## EXERCISE DIRECTIONS
The entries below hold a line with "M220,50h17v12h-17z" and a line with "<!-- route -->". Return those lines and all that lie between them, exactly and only.

## Stored dataset items
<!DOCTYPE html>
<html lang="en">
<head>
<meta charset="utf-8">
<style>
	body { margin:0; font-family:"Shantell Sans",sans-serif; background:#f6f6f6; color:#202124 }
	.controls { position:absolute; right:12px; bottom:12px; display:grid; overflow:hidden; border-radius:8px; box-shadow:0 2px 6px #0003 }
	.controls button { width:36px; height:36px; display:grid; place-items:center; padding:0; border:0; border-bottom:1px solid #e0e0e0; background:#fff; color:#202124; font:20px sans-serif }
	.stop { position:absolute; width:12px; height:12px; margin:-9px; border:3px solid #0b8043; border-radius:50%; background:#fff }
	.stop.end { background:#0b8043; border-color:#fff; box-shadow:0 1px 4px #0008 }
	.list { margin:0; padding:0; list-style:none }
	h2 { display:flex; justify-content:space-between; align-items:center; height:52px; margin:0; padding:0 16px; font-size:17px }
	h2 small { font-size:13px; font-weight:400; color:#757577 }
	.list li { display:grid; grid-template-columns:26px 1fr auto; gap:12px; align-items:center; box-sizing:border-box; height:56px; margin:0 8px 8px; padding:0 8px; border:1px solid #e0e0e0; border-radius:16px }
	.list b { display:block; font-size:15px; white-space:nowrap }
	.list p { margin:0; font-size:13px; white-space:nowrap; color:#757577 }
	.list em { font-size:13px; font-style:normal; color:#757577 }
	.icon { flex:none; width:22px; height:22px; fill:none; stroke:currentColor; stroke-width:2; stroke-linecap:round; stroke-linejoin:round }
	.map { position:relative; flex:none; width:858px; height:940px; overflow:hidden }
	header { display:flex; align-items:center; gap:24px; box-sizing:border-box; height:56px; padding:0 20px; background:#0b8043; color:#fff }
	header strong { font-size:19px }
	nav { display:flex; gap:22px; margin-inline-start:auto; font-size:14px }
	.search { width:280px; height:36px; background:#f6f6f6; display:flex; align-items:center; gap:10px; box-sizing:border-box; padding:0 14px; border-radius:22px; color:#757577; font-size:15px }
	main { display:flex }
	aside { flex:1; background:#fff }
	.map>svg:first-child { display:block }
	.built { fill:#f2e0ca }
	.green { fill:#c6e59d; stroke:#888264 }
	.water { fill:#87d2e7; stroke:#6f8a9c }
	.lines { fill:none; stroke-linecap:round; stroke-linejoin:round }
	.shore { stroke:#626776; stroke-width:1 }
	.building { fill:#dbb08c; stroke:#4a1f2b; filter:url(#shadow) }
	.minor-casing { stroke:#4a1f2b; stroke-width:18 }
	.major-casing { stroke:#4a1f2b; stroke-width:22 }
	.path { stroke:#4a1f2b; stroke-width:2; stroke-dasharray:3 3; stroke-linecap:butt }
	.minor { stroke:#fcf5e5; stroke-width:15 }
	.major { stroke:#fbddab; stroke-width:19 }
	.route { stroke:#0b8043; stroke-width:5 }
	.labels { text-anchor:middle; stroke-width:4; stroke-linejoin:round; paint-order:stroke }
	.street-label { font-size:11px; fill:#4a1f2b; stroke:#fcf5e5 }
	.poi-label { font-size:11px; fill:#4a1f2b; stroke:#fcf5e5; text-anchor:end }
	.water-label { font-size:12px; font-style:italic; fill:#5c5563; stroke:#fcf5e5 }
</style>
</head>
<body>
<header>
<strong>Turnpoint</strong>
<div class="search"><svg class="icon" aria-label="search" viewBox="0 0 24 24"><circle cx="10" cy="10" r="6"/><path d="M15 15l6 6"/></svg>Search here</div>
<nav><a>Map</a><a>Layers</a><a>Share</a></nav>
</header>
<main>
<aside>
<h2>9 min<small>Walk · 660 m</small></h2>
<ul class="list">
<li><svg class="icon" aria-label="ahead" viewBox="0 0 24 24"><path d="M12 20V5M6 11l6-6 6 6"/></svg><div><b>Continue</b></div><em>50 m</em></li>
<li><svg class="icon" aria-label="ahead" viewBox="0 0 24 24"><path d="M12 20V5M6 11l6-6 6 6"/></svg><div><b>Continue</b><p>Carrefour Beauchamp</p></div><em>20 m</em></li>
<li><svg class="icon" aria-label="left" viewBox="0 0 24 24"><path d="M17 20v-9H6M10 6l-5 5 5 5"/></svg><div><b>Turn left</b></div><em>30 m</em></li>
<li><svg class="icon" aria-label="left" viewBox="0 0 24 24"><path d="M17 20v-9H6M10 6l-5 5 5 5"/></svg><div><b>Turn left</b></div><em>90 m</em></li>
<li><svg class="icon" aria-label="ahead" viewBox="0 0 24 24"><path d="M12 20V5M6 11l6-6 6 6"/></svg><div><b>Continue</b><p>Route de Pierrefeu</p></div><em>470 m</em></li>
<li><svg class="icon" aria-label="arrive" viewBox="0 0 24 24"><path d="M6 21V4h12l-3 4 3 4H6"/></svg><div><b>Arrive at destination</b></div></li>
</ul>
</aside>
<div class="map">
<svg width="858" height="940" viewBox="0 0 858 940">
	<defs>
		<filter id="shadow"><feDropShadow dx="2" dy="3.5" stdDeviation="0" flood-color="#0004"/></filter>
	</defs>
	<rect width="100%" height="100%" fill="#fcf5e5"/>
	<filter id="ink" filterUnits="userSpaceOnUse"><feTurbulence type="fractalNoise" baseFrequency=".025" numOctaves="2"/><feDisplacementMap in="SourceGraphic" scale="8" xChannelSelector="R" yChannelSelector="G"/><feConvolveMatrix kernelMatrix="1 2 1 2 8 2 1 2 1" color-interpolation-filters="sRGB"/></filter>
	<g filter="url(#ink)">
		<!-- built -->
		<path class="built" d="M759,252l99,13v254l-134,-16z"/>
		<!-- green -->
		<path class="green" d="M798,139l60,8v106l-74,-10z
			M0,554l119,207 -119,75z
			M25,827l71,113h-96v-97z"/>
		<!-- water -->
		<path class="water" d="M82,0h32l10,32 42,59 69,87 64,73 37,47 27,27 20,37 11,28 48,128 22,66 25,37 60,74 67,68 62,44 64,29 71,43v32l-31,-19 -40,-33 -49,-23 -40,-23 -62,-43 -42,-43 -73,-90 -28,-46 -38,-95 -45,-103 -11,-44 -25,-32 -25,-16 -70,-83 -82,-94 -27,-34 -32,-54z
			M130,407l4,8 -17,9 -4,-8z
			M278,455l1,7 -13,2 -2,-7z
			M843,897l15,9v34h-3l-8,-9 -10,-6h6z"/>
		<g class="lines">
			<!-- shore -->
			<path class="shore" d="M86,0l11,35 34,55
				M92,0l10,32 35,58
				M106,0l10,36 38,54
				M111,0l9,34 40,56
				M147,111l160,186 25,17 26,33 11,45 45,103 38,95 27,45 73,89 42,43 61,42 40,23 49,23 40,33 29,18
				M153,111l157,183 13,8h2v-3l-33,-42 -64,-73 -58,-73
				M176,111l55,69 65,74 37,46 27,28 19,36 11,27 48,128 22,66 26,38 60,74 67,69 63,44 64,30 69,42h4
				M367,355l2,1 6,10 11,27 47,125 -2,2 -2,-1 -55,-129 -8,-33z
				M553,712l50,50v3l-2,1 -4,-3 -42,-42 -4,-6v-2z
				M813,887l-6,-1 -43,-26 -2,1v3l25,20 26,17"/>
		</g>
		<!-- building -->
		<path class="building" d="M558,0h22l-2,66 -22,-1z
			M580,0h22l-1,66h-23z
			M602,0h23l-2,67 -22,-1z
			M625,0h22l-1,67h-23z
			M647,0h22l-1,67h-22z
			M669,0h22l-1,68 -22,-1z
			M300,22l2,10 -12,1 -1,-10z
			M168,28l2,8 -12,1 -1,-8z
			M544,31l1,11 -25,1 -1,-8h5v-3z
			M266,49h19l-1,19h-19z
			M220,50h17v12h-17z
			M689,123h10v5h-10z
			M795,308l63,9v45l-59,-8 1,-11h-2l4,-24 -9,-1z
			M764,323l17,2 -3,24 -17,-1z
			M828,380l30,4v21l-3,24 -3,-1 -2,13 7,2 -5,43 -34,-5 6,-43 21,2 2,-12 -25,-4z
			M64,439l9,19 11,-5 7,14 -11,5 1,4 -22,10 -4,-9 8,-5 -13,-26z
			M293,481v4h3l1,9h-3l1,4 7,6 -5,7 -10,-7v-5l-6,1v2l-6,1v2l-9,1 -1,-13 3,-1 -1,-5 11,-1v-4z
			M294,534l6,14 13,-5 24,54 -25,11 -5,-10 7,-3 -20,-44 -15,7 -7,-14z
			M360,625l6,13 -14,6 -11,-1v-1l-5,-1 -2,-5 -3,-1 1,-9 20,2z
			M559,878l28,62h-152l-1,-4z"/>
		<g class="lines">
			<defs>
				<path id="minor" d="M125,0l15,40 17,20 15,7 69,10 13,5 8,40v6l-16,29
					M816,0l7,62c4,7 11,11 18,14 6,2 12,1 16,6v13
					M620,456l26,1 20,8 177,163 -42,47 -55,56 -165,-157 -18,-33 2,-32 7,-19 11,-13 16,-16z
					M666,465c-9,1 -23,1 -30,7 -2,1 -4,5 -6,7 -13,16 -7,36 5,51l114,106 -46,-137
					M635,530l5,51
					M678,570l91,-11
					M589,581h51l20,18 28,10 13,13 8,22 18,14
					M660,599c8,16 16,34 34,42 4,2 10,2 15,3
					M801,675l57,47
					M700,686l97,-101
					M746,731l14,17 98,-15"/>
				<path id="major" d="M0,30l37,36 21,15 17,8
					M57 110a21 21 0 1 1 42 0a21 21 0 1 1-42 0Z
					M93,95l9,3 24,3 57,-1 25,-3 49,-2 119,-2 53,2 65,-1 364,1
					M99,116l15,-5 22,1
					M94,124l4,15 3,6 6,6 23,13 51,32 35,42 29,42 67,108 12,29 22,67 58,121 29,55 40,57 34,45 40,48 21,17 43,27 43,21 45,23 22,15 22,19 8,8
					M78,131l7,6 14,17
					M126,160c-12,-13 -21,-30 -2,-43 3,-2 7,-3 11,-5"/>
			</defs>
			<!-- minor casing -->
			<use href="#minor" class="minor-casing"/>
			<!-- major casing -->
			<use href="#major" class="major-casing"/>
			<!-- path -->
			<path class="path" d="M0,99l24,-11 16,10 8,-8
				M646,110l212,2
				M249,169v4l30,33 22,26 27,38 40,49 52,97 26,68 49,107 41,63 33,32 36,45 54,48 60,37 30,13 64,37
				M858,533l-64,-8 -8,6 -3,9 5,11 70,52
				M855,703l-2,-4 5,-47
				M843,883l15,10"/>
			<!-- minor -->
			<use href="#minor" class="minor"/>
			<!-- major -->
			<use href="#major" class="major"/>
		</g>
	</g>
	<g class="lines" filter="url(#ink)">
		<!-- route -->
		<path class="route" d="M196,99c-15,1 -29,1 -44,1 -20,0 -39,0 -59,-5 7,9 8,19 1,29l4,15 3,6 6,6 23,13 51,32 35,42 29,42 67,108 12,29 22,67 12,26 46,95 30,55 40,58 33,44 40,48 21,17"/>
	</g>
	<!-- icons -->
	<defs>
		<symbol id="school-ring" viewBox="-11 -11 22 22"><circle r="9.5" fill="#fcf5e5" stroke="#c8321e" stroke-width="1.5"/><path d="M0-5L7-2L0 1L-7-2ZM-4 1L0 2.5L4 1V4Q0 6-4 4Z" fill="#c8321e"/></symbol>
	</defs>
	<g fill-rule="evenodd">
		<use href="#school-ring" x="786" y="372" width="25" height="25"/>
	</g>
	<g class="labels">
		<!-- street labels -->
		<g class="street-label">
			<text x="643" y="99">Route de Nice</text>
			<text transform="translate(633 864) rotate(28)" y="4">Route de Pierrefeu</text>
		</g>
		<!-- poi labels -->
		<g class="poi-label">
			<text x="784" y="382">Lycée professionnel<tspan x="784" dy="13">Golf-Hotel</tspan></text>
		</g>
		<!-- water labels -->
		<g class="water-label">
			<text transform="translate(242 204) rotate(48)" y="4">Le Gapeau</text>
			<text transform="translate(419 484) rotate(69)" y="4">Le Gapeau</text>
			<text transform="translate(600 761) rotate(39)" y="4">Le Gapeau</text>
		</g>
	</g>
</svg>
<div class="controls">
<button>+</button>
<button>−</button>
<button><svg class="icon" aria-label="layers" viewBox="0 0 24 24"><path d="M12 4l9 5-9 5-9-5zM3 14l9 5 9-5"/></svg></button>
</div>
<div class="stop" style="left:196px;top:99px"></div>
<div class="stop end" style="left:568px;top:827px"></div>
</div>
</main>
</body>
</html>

## PROBLEM SOLUTION
			M220,50h17v12h-17z
			M689,123h10v5h-10z
			M795,308l63,9v45l-59,-8 1,-11h-2l4,-24 -9,-1z
			M764,323l17,2 -3,24 -17,-1z
			M828,380l30,4v21l-3,24 -3,-1 -2,13 7,2 -5,43 -34,-5 6,-43 21,2 2,-12 -25,-4z
			M64,439l9,19 11,-5 7,14 -11,5 1,4 -22,10 -4,-9 8,-5 -13,-26z
			M293,481v4h3l1,9h-3l1,4 7,6 -5,7 -10,-7v-5l-6,1v2l-6,1v2l-9,1 -1,-13 3,-1 -1,-5 11,-1v-4z
			M294,534l6,14 13,-5 24,54 -25,11 -5,-10 7,-3 -20,-44 -15,7 -7,-14z
			M360,625l6,13 -14,6 -11,-1v-1l-5,-1 -2,-5 -3,-1 1,-9 20,2z
			M559,878l28,62h-152l-1,-4z"/>
		<g class="lines">
			<defs>
				<path id="minor" d="M125,0l15,40 17,20 15,7 69,10 13,5 8,40v6l-16,29
					M816,0l7,62c4,7 11,11 18,14 6,2 12,1 16,6v13
					M620,456l26,1 20,8 177,163 -42,47 -55,56 -165,-157 -18,-33 2,-32 7,-19 11,-13 16,-16z
					M666,465c-9,1 -23,1 -30,7 -2,1 -4,5 -6,7 -13,16 -7,36 5,51l114,106 -46,-137
					M635,530l5,51
					M678,570l91,-11
					M589,581h51l20,18 28,10 13,13 8,22 18,14
					M660,599c8,16 16,34 34,42 4,2 10,2 15,3
					M801,675l57,47
					M700,686l97,-101
					M746,731l14,17 98,-15"/>
				<path id="major" d="M0,30l37,36 21,15 17,8
					M57 110a21 21 0 1 1 42 0a21 21 0 1 1-42 0Z
					M93,95l9,3 24,3 57,-1 25,-3 49,-2 119,-2 53,2 65,-1 364,1
					M99,116l15,-5 22,1
					M94,124l4,15 3,6 6,6 23,13 51,32 35,42 29,42 67,108 12,29 22,67 58,121 29,55 40,57 34,45 40,48 21,17 43,27 43,21 45,23 22,15 22,19 8,8
					M78,131l7,6 14,17
					M126,160c-12,-13 -21,-30 -2,-43 3,-2 7,-3 11,-5"/>
			</defs>
			<!-- minor casing -->
			<use href="#minor" class="minor-casing"/>
			<!-- major casing -->
			<use href="#major" class="major-casing"/>
			<!-- path -->
			<path class="path" d="M0,99l24,-11 16,10 8,-8
				M646,110l212,2
				M249,169v4l30,33 22,26 27,38 40,49 52,97 26,68 49,107 41,63 33,32 36,45 54,48 60,37 30,13 64,37
				M858,533l-64,-8 -8,6 -3,9 5,11 70,52
				M855,703l-2,-4 5,-47
				M843,883l15,10"/>
			<!-- minor -->
			<use href="#minor" class="minor"/>
			<!-- major -->
			<use href="#major" class="major"/>
		</g>
	</g>
	<g class="lines" filter="url(#ink)">
		<!-- route -->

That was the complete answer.